我是 Scala/Spark 的新手,所以请放轻松:)
我正在尝试在 AWS 上运行 EMR 集群,运行我打包的 jar 文件sbt package
。当我在本地运行代码时,它工作得非常好,但是当我在 AWS EMR 集群中运行它时,我收到一个错误:
ERROR Client: Application diagnostics message: User class threw exception: java.lang.NoClassDefFoundError: upickle/core/Types$Writer
据我了解,此错误源于 scala/spark 版本的依赖关系。
所以我使用 Scala 2.12 和 spark 3.0.1,在 AWS 中我使用的是 emr-6.2.0。
这是我的 build.sbt:
scalaVersion := "2.12.14"
libraryDependencies += "com.amazonaws" % "aws-java-sdk" % "1.11.792"

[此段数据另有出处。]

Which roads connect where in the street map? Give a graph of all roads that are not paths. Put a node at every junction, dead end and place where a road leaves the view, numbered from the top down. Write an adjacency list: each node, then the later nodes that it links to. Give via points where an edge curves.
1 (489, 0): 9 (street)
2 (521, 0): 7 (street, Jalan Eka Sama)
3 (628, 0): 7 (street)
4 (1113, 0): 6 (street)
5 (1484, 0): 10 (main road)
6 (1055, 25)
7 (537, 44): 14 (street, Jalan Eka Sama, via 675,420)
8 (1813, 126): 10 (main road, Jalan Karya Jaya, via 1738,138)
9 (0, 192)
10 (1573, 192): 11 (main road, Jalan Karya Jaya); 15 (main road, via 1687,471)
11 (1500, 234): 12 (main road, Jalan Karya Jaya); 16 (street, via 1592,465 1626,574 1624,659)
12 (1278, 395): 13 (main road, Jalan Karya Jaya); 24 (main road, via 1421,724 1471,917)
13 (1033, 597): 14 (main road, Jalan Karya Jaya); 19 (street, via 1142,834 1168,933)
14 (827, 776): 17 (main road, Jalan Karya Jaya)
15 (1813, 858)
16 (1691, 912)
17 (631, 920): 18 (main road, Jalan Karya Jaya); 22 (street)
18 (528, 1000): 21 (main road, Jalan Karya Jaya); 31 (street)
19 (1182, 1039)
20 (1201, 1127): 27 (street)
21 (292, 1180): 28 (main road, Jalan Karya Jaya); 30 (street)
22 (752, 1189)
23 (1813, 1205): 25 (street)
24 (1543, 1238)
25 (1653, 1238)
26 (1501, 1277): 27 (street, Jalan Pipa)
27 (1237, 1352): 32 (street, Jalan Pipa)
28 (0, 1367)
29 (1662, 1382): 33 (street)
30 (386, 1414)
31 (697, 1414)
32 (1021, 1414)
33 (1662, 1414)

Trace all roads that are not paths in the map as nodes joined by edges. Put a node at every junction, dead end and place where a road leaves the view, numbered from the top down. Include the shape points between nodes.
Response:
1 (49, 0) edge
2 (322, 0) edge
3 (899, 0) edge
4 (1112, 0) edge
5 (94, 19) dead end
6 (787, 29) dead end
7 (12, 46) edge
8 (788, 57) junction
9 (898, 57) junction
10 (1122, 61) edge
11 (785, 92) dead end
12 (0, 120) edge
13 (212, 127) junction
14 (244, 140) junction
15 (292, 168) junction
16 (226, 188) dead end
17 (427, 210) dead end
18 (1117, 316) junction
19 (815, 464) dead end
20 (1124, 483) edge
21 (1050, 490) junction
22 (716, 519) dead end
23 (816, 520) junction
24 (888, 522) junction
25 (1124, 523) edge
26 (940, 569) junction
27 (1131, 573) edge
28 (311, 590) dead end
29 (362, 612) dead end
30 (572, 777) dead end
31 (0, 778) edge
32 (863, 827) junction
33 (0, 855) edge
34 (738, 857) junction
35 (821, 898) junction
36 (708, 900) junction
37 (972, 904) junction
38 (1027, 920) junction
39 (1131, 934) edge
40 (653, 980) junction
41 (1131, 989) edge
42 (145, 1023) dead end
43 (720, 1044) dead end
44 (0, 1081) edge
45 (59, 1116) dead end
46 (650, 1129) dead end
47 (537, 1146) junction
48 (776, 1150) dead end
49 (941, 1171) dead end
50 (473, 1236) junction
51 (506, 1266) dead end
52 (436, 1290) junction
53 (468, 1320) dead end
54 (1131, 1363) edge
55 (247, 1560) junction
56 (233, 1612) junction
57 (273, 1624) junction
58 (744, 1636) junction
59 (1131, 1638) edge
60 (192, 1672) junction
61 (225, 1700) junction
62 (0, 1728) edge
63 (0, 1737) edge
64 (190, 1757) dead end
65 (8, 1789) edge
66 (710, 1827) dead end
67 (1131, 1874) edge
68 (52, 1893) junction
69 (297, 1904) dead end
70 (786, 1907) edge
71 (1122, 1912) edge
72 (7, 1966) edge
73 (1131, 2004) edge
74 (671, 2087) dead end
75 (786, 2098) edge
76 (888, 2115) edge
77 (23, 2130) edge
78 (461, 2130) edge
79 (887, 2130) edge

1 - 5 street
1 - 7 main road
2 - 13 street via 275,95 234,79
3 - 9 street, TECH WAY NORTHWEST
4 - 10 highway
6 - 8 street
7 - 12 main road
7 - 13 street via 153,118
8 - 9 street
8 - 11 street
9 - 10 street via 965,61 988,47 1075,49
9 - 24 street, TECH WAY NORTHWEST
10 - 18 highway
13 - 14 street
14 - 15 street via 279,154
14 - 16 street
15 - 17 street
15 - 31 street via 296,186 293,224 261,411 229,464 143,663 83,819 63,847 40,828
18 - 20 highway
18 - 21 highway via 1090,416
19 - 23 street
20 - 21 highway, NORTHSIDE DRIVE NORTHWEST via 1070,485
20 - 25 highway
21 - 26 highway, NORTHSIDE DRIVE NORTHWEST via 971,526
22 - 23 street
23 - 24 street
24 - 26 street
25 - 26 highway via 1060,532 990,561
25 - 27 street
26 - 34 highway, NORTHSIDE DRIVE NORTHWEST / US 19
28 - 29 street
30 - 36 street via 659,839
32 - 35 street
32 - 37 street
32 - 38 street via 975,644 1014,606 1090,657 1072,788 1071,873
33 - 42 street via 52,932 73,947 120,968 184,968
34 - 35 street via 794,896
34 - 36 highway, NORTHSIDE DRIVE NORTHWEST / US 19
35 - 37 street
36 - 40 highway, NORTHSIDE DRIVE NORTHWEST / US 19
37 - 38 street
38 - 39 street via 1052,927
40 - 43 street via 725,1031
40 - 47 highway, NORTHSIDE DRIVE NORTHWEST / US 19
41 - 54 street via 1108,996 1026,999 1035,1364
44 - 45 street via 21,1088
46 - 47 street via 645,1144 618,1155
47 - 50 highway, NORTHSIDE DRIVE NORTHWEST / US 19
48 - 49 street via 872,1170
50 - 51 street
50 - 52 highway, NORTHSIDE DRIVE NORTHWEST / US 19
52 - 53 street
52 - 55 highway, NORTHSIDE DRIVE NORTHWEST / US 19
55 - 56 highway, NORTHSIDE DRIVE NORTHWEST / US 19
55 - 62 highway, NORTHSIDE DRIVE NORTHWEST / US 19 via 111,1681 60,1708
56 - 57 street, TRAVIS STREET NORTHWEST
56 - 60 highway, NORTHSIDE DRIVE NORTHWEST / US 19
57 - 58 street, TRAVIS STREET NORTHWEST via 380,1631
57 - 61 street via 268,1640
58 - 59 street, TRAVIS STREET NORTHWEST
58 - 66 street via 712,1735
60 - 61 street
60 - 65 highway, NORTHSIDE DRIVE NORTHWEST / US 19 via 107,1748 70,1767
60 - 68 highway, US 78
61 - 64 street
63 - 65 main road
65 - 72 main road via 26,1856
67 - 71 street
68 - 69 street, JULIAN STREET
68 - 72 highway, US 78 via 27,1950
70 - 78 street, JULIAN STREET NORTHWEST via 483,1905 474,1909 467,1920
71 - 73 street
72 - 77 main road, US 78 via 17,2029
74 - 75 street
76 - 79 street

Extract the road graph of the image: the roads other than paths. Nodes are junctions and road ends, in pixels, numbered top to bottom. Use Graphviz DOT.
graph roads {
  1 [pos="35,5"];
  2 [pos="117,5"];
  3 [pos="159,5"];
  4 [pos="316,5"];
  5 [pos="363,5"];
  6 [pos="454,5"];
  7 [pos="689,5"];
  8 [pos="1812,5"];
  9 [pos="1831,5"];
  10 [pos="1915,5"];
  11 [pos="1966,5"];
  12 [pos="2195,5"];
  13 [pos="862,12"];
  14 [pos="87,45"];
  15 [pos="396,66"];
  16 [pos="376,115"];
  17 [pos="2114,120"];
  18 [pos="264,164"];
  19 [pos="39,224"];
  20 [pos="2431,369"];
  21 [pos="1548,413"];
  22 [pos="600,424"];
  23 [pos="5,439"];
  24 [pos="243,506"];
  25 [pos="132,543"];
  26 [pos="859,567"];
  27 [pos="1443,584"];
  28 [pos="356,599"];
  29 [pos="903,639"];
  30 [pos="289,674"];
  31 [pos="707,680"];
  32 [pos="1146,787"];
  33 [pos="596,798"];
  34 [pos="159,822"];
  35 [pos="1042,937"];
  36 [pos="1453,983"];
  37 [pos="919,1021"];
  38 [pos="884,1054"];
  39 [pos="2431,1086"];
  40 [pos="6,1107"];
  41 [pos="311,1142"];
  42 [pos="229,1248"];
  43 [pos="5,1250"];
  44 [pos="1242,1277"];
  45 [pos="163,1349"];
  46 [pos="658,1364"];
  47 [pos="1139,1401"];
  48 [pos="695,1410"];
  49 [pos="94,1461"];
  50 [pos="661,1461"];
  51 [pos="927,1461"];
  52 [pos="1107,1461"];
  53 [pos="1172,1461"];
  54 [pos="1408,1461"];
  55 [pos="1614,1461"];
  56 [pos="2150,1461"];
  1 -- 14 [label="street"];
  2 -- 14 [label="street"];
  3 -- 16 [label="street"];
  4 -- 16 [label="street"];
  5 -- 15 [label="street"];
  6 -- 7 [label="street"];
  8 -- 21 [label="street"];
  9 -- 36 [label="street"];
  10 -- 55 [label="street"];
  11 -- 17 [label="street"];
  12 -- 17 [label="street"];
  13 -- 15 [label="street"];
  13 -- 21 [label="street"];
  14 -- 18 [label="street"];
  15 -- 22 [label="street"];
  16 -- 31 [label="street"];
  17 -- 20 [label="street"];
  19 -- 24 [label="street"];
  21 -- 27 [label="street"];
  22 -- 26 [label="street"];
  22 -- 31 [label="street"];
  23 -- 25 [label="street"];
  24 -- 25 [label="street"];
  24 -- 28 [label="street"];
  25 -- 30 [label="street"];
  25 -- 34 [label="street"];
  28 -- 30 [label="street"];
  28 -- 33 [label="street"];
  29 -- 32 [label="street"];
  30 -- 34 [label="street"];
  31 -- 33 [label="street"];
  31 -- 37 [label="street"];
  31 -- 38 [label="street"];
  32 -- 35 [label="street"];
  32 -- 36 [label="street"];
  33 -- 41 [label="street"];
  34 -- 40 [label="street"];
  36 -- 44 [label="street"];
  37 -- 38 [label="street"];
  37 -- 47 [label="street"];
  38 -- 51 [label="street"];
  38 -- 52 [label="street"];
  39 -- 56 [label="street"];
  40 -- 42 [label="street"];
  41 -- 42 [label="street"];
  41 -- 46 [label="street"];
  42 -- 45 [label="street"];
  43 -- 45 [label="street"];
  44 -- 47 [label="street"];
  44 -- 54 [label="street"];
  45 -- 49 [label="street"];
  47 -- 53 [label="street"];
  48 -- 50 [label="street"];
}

libraryDependencies += "com.amazonaws" % "aws-java-sdk-core" % "1.11.792"
libraryDependencies += "org.apache.hadoop" % "hadoop-aws" % "3.3.0"
libraryDependencies += "org.apache.hadoop" % "hadoop-common" % "3.3.0"
libraryDependencies += "org.apache.hadoop" % "hadoop-client" % "3.3.0"
libraryDependencies += "org.apache.spark" %% "spark-core" % "3.0.1"
libraryDependencies += "org.apache.spark" %% "spark-sql" % "3.0.1"
libraryDependencies += "com.lihaoyi" %% "upickle" % "1.4.1"
libraryDependencies += "com.lihaoyi" %% "ujson" % "1.4.1"
我错过了什么?
谢谢!